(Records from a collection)
━━━━
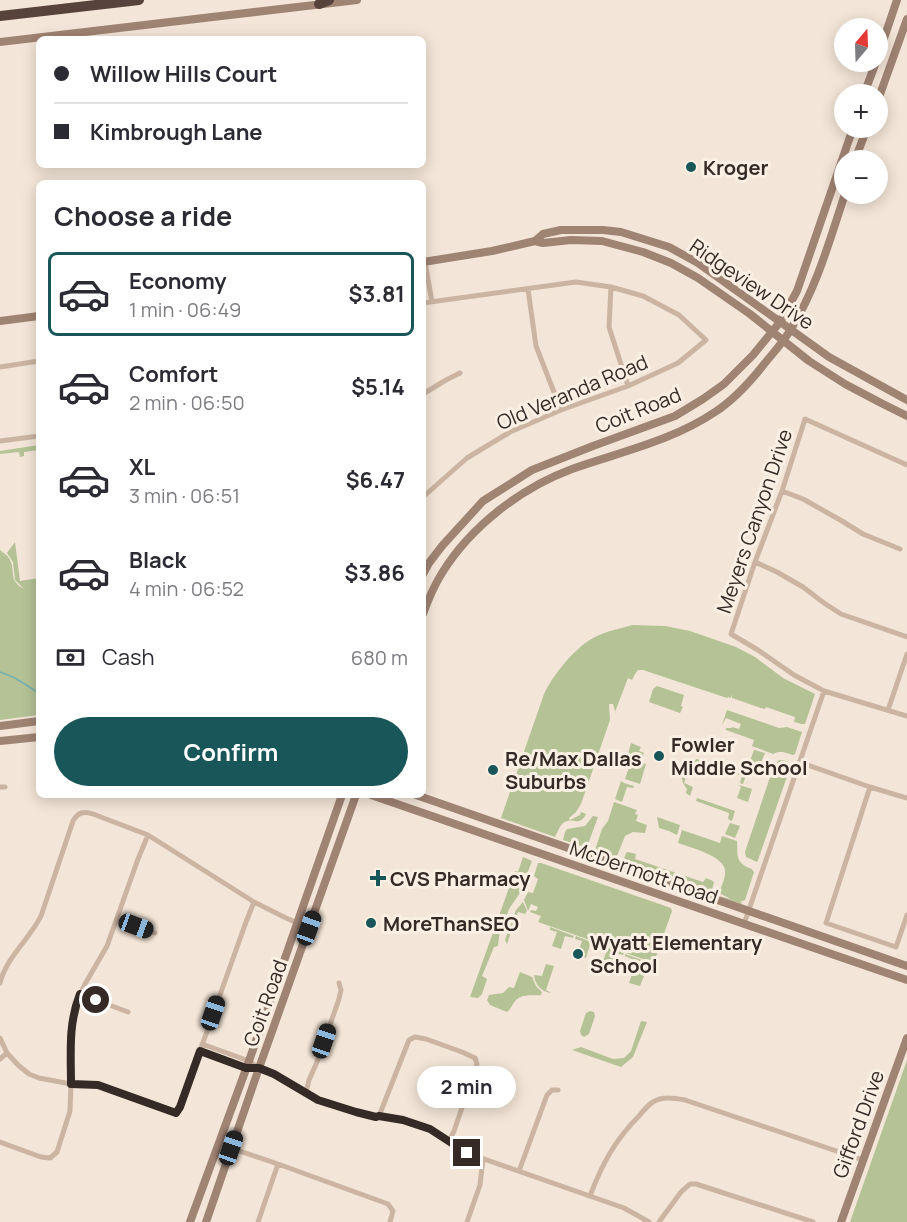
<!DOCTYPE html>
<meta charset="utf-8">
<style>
body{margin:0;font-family:Manrope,sans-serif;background:#f2f2f3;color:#2b2b33;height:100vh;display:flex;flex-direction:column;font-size:22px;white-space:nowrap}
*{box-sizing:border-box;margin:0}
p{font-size:20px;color:#7c7c81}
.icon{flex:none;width:33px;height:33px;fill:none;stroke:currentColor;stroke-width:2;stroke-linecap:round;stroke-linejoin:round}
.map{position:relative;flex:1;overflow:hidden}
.side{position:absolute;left:36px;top:180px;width:390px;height:618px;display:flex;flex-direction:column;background:#fff;border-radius:9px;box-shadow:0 3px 15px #0003}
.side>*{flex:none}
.banner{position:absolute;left:36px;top:36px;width:390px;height:132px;border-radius:9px;box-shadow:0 3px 15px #0003;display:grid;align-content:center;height:132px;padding:0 18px;background:#fff}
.needle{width:39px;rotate:19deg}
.fabs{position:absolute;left:834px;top:18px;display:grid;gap:12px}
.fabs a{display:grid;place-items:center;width:54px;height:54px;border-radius:50%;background:#fff;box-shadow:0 3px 15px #0003;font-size:30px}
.end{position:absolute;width:27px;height:27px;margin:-14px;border:8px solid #352a25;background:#fff;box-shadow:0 0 0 3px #fff}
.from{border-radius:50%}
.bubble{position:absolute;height:42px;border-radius:21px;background:#fff;box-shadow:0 3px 15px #0003;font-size:20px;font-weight:700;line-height:42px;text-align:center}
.car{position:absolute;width:18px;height:36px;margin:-18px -9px;border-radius:8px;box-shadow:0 0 4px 2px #0007;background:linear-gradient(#222 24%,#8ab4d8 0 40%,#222 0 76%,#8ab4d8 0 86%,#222 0)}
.banner b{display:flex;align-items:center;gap:21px;height:57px;font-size:22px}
.banner b+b{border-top:2px solid #e1e1e2}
.banner i{width:15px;height:15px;background:#2b2b33}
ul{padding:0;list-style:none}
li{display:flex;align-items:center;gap:18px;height:84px;margin:0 12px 9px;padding:0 6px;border:3px solid transparent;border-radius:9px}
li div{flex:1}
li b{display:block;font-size:22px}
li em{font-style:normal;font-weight:700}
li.on{border-color:#185659}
li>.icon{width:54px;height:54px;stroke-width:1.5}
h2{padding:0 18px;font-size:27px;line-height:72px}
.pay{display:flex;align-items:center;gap:15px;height:66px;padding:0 18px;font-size:22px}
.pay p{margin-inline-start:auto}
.primary-button{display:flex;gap:12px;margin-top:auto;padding:12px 18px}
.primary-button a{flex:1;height:69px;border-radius:36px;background:#185659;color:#fff;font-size:24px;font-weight:700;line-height:69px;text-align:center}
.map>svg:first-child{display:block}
.green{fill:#b4c296}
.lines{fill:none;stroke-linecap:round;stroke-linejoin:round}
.stream{stroke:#74b0b2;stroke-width:1.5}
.street{stroke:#cbb4a2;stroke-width:5}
.secondary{stroke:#9f8373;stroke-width:8}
.highway{stroke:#57433b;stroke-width:10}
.route{stroke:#352a25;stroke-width:8}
.poi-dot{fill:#185659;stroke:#faefe3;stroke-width:2}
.labels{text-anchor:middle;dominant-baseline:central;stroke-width:6;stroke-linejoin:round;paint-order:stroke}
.poi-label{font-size:20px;font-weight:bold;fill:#352a25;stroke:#faefe3;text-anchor:start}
.street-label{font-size:20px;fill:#352a25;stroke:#faefe3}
</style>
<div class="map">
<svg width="907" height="1222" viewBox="0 0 907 1222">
<rect width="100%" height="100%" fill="#f3e5d7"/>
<path class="green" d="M39,445V450L24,452V456L20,457L19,452L0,454V451Z
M15,542L20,581L39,578V715L0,720V550C3,553 8,555 10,560C16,573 8,580 24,589L15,580L13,562L7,553Z
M632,625L665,626L690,631L736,647L755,657L783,678L815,694L805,724H802L794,722L795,717L766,707L765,709L761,708L732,698V694L731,698L728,697L727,698L643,670H638L635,674L632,680L628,678L615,712L616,714L613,704H609L610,720L581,804L576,812L569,818L570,820L580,815L581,812L586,814C579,828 573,816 563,823C559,827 557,833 555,837L501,818L544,694C553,675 576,646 595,637C606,631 620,629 632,625Z
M657,686L684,695L681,706L683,707L680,713L649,702L653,689Z
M727,710L779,728L787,727L802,732L795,754L793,755L783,752H778L773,754L752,746L754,740L726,730V728H732V727L739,729L741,724L726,718L722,725Z
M631,743L641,747L639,751L644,753L642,759L628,754Z
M751,749L765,753L760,765L750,761L754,750Z
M632,759L646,764L640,784L625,779Z
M697,759L702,761L700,768L690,765L684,783L693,787L690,796L686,793L687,789L683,783L681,776L686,772L684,768Z
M715,760L744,770L747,763L750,764L743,784L740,783L742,776L713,766Z
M779,760L787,761L791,765L758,860L757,862L746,857L745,852L769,780L775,765Z
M621,781L624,783L634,786L633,788L627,787L622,802L615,799Z
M739,785L752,789L748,802L737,798L741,787Z
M697,798L735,811L732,821L728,819L729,813L696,801Z
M614,802L637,810L635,814L638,815L636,821L647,825L645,833L633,832L625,836L617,856L614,858L596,852L595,850L602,829L608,821Z
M593,816L598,817L587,847H584L563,840L565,832L567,829L585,826Z
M657,817L680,825L677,835L669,831L659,828Z
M730,823L740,826L735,838L725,834Z
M682,830L720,843L722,836L737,841C738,851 735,860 745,866C754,871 748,865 754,872L745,900L739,902H742L741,904L719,896L731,899L719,893C721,887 726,877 725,870C724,856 689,847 678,843Z
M628,852L636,854L635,859L703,882L706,878L713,881L714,883L712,889L709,891L626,862L624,859L626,853Z
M523,857L532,861L527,874L523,873L518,888L522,890L509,909L499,936L498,946L494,947L482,976L487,979L482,994L478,998L470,997L515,871L518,872Z
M538,863H541L671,908L672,911L654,962H650L648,964L643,959L609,947V944L616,946L610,944V941L607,946L538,922L541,916L530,912L531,910L536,911L538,907L531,904L528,911L524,900L528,892L533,893L538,879L534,876Z
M523,902L527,911L525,914L518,912L507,944L505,940L516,910Z
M550,927L574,936L573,938L565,936L561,949L552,946L557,932L550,930Z
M576,936L599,945L598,947L590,944L586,958L577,955L582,941L575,939Z
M600,945L624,953L623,955L615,953L611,967L602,964L607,950L600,947Z
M625,954L642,960L648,966L640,986L629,983L632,974L628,972L632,959L625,956Z
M546,964L554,966L546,990L551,993C541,992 535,984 534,975L542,976Z
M520,972L532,977L536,986L542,992L541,995C533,996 523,993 516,1000C512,1004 512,1008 507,1012L490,1005L487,1000L489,995L503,993L509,987L514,988Z
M590,1011L594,1012L595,1016L589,1034L584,1037L581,1035L580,1031L586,1013Z
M641,1021L647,1022L633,1057L621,1067L572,1050L581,1047L613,1059L624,1058L631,1051Z
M907,1060V1222H850Z"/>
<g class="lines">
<path class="stream" d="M0,672L15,678L39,693"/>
<path class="street" d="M425,262L432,302
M611,287L609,327L628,386
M528,289L536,346L561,410
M423,303L576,282L611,287L643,296L679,315L706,340L678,363L628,386L561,410L510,432L467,458L423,497
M0,367L39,361
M423,394L446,380L460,373
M0,441L39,436
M907,465L805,419L782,491L755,562L731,634L758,650L794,675L824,691L907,716
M782,491L803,499L842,521L863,534L900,549
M755,562L777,572L803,587L824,603L841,614L907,637
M888,710L907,654
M799,762L870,787L907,798
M0,787H5
M870,787L826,923L896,947L907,915
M117,919L155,933
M744,924L824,691
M0,983C7,956 29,940 41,916L73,821C78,812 84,811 93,814L148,835L254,902L286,918L309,928
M80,994L128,1012
M0,1038L7,1053L18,1065L29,1074L39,1078L71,1084L97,1085L176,1113L180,1107L246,922L254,902
M202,1044L249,1061L259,1068L274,1074L318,1100L356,1112L376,1117L379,1116L403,1120L430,1129L467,1153L624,1208L649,1222
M200,1051L248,1068
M0,1059L7,1053
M306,1093L309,1080L317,1062L339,999L341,990L339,983
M379,1116L409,1040L415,1037L426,1039L462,1052L475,1058L477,1064L454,1131L449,1142
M0,1142L41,1157L50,1158L57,1152L70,1111L71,1084L70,1036L75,1006L85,984L107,946L138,859L148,835
M219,1144L278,1164L388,1204L393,1211L390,1222
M519,1171L547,1095L552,1090H558
M590,1196C602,1164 615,1140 639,1116C643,1111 648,1105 653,1102C662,1096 674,1098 685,1100L863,1160
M258,1222L278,1164
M467,1222L480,1185L483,1159
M659,1222L681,1192L690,1184H696L813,1222"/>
<path class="secondary" d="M0,42L357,0
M878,56L897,0
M864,94L876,62
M878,100L907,19
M855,160L867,128
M535,241L543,234L561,230H603L621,232L669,247L698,263L829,357L907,400
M423,262L492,251L535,241L543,243L571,240L602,241L643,252L671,263L698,278L750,314L809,361L845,384L881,403L907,416
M0,321L39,316
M423,574L429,563L442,546L483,501L532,470L593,446L675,416L703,399L724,384L753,355L780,322L797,291L853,128
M423,614C428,600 434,586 442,573C471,526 521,488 572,469C620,452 672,441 715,412C732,401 748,384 761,368C771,355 783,343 791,329C817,287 830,239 845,194
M0,726L39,721
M0,741L39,737
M371,795L907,980
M416,795L907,966
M190,1222L249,1061L342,795
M206,1222L259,1068L356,795
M841,1222L907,1038"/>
<path class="highway" d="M319,4L329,0
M0,16L139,0"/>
</g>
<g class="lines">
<path class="route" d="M96,1000L80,994C68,1024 71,1053 71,1084L98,1085L176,1113L180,1107L200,1051L246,1068H259L274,1074L318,1100L356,1112L376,1117L379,1116L403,1120L430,1129L467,1153"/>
</g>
<g class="poi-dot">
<circle cx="691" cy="167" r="6"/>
<circle cx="659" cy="756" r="6"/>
<circle cx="493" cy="770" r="6"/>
<path d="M375 869h6v6h6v6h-6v6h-6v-6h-6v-6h6z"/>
<circle cx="371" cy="923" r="6"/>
<circle cx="578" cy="954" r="6"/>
</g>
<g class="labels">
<g class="poi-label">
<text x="703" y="167">Kroger</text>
<text x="671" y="744">Fowler<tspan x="671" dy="23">Middle School</tspan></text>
<text x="505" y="758">Re/Max Dallas<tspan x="505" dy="23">Suburbs</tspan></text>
<text x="390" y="878">CVS Pharmacy</text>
<text x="383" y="923">MoreThanSEO</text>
<text x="590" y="942">Wyatt Elementary<tspan x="590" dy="23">School</tspan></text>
</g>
<g class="street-label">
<text transform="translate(752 284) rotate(34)">Ridgeview Drive</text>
<text transform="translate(572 392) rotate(-23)">Old Veranda Road</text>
<text transform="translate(638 410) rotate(-22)">Coit Road</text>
<text transform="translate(754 521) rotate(-71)">Meyers Canyon Drive</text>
<text transform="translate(644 872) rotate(19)">McDermott Road</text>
<text transform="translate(265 1003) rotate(-70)">Coit Road</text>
<text transform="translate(858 1124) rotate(-70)">Gifford Drive</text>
</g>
</g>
</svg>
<div class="fabs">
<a><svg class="needle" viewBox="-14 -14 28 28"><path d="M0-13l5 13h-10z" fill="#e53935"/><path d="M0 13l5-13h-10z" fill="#7c7c81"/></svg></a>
<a>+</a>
<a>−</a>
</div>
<i class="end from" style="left:96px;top:1000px"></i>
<i class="end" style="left:467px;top:1153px"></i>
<div class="bubble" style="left:417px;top:1066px;width:99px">2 min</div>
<i class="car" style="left:136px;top:926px;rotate:110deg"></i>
<i class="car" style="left:309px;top:928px;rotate:20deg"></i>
<i class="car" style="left:213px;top:1013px;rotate:19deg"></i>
<i class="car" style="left:324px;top:1041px;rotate:19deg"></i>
<i class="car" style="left:231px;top:1148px;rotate:19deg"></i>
<div class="banner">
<b><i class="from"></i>Willow Hills Court</b>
<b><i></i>Kimbrough Lane</b>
</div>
<section class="side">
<h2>Choose a ride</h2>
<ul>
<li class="on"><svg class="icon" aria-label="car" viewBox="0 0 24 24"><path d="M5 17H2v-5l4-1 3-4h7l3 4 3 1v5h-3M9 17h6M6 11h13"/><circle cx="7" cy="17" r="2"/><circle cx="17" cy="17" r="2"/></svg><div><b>Economy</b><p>1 min · 06:49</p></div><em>$3.81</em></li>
<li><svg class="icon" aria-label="car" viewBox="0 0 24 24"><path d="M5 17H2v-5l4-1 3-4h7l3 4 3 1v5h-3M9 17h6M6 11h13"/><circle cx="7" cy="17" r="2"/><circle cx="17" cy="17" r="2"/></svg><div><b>Comfort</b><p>2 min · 06:50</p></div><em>$5.14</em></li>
<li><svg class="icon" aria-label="car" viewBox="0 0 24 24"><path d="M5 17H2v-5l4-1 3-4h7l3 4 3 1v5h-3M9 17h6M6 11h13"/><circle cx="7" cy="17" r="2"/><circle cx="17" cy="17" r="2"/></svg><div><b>XL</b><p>3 min · 06:51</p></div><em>$6.47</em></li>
<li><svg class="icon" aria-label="car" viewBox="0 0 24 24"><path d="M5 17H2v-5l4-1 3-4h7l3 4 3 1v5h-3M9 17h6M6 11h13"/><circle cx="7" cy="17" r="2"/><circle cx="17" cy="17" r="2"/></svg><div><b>Black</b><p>4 min · 06:52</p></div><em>$3.86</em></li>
</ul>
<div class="pay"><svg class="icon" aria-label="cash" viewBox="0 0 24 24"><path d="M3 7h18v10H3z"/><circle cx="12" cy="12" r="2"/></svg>Cash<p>680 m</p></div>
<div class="primary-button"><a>Confirm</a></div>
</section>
</div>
━━━━
** WHAT NEEDS TO BE DONE **
A single figure is all that is needed: the number of lines above that contain the string "bubble".

** EXERCISE OUTPUT **
2